Perhaps not surprisingly, I am not the only member of the tax profession who has been having his say about tax avoidance. And it is perhaps equally unsurprising that the comments cover the whole spectrum of opinions on the matter. So what have people had to say, and what are my views on their comments?
Warren Hyams, Director WLH Tax
“Under European law, all citizens have a right to mitigate their tax liability. What concerns us is the muddying of the waters between avoidance and legitimate tax planning – which is legal and actually a democratic right.”
I would say that the water in question was extremely muddy before this process started. On a continuum between avoidance and legitimate tax planning, I would put Jimmy Carr firmly at the avoidance end, Sir Chris Hoy equally firmly at the legitimate tax planning end and Gary Barlow etc somewhere in the muddy middle. If Mr Hyams thinks there was ever a clear distinction in this respect I beg to differ.
Chas Roy-Chowdhury, President of the Association of Chartered Certified Accountants
“HM Revenue & Customs has a duty not to discuss the tax affairs of individuals in public. It is concerning that this (David Cameron’s comments about Jimmy Carr) has happened – and not just in this case.”
I reckon that Jimmy Carr’s tax affairs were a cat that was pretty thoroughly out of the bag before David Cameron chipped in with his comments. I don’t think I subscribe to Ed Milliband’s theory that morality has nothing to do with politicians, although I was surprised that David Cameron did not make reference to his Government’s proposed General Anti-Abuse Rule as a potential solution to abusive avoidance of this nature.
An ‘influential accountant, who did not want to be named’
“The Prime Minister made a mistake and I don’t think he will do this again. There is a genuine danger that if ministers name and shame wealthy people in this way these wealth creators will leave this country or not bother coming here.”
Having always made a point of giving my name, on the basis that I am not ashamed of my opinions, I have no respect for people who fail to do so, so this person starts off on a loser as far as I am concerned. As I said above, I think the naming and shaming was well underway before the Prime Minister got involved, so it is a bit rich to blame him for it. And to be quite frank, if wealthy taxpayers think sufficiently little of this country that they will leave because we block their abusive tax avoidance strategies, one feels that they might not be a particularly major loss.
An ‘adviser at one of Britain’s largest accountancy practices’

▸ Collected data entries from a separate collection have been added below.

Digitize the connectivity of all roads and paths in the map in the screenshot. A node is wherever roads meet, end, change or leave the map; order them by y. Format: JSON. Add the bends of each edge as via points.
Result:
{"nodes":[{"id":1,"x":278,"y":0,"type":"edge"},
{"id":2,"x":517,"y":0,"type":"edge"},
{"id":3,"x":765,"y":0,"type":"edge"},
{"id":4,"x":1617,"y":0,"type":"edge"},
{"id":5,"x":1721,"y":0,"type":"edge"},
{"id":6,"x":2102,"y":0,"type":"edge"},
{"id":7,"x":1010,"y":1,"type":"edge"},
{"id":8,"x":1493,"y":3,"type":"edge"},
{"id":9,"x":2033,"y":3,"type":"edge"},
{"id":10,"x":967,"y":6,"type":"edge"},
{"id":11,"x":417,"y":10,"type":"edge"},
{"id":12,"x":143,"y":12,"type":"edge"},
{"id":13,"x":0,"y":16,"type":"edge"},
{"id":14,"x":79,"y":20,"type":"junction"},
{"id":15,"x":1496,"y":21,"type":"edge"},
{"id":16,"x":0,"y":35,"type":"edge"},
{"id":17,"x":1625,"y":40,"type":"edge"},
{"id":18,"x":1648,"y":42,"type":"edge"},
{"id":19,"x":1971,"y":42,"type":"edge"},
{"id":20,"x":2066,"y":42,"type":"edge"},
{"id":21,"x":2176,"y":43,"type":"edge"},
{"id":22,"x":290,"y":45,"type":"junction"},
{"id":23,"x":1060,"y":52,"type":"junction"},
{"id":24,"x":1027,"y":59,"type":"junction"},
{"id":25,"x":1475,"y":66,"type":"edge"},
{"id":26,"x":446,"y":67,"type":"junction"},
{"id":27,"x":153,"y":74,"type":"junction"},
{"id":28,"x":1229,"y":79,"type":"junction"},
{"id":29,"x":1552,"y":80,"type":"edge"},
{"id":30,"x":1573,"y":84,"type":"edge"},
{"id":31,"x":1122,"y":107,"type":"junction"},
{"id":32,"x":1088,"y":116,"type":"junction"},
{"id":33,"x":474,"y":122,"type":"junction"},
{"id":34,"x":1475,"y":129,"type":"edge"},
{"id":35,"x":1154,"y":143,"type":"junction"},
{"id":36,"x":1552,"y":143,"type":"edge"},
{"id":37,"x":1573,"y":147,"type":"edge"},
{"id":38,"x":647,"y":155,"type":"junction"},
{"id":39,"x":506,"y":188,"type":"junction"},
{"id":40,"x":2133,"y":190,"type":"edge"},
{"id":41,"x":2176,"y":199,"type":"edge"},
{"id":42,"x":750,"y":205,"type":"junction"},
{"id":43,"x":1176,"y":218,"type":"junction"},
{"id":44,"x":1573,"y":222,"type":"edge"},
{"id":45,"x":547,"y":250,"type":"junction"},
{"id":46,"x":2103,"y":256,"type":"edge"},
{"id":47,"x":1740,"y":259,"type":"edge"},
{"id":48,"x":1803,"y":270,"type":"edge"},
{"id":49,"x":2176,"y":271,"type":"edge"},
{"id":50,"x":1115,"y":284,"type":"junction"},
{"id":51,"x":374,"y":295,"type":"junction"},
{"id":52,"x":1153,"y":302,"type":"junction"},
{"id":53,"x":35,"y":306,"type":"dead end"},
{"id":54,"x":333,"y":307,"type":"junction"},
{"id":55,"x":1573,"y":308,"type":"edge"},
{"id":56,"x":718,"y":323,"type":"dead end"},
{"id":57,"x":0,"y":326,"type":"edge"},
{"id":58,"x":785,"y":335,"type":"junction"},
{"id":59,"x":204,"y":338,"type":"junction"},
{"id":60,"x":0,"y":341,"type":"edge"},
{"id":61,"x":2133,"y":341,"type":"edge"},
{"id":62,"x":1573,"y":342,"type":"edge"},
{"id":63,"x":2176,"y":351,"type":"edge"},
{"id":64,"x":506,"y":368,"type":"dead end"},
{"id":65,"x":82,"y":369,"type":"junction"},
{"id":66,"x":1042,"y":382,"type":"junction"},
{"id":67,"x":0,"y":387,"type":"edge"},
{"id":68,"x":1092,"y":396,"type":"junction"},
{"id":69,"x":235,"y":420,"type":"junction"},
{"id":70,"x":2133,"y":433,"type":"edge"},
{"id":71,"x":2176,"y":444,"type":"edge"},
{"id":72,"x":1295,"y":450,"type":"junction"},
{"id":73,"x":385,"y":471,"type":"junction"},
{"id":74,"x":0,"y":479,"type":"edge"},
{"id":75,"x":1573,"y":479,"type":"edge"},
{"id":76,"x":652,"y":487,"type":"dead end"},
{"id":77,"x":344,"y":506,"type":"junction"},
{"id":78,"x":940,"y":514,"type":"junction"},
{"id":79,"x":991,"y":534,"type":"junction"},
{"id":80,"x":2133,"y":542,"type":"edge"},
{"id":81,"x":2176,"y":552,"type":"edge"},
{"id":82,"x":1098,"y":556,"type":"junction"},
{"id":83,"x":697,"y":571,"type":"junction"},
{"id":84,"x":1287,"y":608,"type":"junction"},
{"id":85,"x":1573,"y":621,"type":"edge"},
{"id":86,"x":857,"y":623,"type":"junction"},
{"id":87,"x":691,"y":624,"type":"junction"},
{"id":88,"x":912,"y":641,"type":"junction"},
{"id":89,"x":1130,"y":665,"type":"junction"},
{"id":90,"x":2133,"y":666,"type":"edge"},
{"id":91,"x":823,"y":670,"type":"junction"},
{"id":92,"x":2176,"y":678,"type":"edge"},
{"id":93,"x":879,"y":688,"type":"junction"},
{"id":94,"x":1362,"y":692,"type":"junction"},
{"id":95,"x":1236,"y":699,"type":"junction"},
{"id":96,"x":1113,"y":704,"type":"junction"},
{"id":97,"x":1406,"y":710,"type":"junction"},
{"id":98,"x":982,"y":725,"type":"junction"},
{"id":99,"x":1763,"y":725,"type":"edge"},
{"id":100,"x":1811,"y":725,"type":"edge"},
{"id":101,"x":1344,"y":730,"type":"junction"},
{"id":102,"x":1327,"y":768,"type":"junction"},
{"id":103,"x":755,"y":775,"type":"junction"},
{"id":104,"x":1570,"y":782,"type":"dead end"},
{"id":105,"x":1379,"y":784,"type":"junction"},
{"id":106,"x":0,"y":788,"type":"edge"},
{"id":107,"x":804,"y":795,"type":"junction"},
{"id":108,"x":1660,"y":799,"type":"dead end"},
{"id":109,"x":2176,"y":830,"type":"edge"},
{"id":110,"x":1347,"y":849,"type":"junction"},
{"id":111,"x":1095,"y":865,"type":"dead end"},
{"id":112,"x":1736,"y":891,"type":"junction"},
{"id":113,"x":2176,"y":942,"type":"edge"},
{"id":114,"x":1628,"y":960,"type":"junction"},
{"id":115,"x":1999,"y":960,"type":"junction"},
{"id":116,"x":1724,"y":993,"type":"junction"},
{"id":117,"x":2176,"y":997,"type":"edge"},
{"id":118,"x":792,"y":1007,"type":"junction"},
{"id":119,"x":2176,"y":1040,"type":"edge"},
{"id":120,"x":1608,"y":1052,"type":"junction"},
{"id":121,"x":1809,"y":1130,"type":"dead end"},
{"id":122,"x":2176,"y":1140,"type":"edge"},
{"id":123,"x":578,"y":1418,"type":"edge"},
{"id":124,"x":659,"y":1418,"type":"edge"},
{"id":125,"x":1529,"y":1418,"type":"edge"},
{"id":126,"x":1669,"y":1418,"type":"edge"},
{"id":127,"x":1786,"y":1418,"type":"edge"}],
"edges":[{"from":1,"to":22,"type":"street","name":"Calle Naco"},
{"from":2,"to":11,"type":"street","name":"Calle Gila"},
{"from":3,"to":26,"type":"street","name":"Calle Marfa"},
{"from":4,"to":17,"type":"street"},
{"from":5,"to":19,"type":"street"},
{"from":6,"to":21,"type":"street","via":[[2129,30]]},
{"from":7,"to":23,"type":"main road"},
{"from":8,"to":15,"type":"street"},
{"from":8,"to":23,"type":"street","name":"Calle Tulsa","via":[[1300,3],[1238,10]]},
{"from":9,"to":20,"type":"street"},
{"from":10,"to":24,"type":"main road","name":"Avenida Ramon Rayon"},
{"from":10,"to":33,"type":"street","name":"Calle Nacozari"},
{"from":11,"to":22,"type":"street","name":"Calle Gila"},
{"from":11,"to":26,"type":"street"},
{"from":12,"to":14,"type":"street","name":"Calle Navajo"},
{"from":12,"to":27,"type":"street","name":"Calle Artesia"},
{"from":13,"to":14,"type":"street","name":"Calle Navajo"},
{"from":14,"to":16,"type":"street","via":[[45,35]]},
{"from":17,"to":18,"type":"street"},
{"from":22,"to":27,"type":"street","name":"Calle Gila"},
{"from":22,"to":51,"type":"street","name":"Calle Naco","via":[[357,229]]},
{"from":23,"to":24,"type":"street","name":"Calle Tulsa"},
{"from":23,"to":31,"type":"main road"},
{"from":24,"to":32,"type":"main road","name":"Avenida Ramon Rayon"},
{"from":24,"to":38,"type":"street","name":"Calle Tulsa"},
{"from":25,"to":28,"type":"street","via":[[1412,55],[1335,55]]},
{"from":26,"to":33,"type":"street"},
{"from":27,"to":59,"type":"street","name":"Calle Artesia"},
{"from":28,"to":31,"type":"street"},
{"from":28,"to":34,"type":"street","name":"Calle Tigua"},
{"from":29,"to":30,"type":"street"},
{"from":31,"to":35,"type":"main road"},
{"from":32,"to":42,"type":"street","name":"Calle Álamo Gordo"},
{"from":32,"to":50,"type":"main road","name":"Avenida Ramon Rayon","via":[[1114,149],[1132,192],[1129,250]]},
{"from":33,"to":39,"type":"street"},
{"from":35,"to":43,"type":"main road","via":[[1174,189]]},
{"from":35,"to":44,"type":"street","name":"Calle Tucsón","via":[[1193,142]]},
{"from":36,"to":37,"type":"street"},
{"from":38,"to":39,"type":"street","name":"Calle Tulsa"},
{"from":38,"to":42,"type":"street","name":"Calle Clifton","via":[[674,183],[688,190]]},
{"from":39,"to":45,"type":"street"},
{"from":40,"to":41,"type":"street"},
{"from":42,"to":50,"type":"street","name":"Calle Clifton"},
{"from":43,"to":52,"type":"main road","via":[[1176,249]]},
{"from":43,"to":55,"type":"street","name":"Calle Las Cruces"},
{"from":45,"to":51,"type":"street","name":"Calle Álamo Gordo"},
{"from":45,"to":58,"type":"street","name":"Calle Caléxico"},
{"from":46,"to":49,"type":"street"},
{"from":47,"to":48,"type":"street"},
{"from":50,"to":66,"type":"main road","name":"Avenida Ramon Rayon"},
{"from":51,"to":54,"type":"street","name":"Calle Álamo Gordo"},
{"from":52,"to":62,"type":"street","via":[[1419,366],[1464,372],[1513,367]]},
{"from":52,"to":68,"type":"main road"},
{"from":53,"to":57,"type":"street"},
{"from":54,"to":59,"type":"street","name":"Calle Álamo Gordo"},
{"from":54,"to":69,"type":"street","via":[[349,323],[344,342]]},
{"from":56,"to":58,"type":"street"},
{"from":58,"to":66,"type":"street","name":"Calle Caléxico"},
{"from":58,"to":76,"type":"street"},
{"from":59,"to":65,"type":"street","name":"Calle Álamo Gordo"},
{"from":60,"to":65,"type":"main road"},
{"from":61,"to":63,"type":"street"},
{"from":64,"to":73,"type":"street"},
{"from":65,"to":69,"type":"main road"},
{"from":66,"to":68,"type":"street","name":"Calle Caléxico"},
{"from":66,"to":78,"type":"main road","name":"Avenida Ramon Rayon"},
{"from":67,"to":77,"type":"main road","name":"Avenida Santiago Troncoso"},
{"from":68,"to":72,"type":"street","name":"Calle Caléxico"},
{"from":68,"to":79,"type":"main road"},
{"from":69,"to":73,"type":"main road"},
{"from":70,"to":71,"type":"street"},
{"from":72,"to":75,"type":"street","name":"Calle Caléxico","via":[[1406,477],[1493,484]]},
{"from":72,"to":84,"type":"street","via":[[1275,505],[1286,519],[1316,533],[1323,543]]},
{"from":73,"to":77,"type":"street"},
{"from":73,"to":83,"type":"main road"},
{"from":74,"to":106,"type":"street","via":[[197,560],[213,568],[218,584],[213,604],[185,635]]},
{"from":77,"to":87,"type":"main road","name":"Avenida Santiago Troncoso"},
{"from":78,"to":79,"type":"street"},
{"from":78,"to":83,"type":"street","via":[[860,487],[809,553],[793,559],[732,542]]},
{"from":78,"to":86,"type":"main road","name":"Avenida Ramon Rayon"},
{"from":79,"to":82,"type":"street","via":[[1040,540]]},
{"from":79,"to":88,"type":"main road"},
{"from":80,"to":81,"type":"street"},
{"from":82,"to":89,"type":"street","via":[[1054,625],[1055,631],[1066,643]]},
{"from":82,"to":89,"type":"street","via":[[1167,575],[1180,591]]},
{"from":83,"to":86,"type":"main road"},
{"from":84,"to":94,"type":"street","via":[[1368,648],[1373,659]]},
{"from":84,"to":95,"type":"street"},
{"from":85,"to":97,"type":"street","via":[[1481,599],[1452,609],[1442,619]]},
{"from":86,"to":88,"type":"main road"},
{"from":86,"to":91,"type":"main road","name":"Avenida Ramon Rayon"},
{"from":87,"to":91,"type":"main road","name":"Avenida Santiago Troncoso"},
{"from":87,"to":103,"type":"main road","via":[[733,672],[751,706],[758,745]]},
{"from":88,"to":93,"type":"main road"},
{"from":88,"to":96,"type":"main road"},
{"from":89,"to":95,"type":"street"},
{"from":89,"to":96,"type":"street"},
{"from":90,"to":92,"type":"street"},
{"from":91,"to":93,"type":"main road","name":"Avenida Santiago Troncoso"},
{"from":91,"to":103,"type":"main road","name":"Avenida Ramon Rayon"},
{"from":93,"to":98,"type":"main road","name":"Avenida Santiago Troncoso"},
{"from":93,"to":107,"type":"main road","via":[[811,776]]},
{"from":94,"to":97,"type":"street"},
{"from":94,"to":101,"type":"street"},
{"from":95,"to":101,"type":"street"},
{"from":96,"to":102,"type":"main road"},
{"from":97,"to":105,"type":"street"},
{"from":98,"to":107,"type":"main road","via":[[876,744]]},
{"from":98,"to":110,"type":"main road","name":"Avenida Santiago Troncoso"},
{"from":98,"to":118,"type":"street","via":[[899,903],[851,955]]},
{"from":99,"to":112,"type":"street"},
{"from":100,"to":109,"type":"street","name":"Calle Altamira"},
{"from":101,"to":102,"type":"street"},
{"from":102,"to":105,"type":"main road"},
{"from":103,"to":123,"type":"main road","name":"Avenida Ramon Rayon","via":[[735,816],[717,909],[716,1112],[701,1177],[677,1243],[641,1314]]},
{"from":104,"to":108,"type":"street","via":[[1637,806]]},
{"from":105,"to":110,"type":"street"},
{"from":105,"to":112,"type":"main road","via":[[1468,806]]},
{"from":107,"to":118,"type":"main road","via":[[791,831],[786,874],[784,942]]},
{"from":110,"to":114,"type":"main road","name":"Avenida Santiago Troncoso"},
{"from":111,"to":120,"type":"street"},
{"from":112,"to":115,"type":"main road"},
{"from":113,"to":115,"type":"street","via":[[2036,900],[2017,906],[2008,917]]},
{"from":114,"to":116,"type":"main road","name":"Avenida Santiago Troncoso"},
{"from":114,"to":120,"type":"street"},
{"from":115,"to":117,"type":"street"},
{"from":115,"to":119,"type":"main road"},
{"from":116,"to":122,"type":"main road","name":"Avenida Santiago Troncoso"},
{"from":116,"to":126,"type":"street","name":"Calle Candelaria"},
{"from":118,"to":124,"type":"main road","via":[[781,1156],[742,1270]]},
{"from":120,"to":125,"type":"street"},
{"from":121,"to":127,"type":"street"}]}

“Many accountants have been sued by their clients for not getting them into such schemes. Some advisers are very worried about being hit with a professional negligence claim for blocking a client’s entry into a scheme. I know of two such cases at the moment, one for around £500,000. We’re damned if we do, and damned if we don’t.”
I refer you to my earlier comments on anonymity. Personally I have found that a detailed insight into what they are letting themselves in for by way of HMRC scrutiny, uncertainty and risks of scheme failure dissuades the vast majority of clients from such schemes, but I accept that if they really want to go for one it is not advisable legally to stand in their way. Of course if it worries an accountant so much he is entirely at liberty to do the honourable thing in the circumstances, and resign his appointment. But then a succession of Government Ministers has recently shown us that resignation is now seriously out of fashion.
But I think my favourite comment from an accountant is from Jimmy Carr’s father, who tried to dissuade his son from going for tax avoidance. There is at least one man on the side of the angels!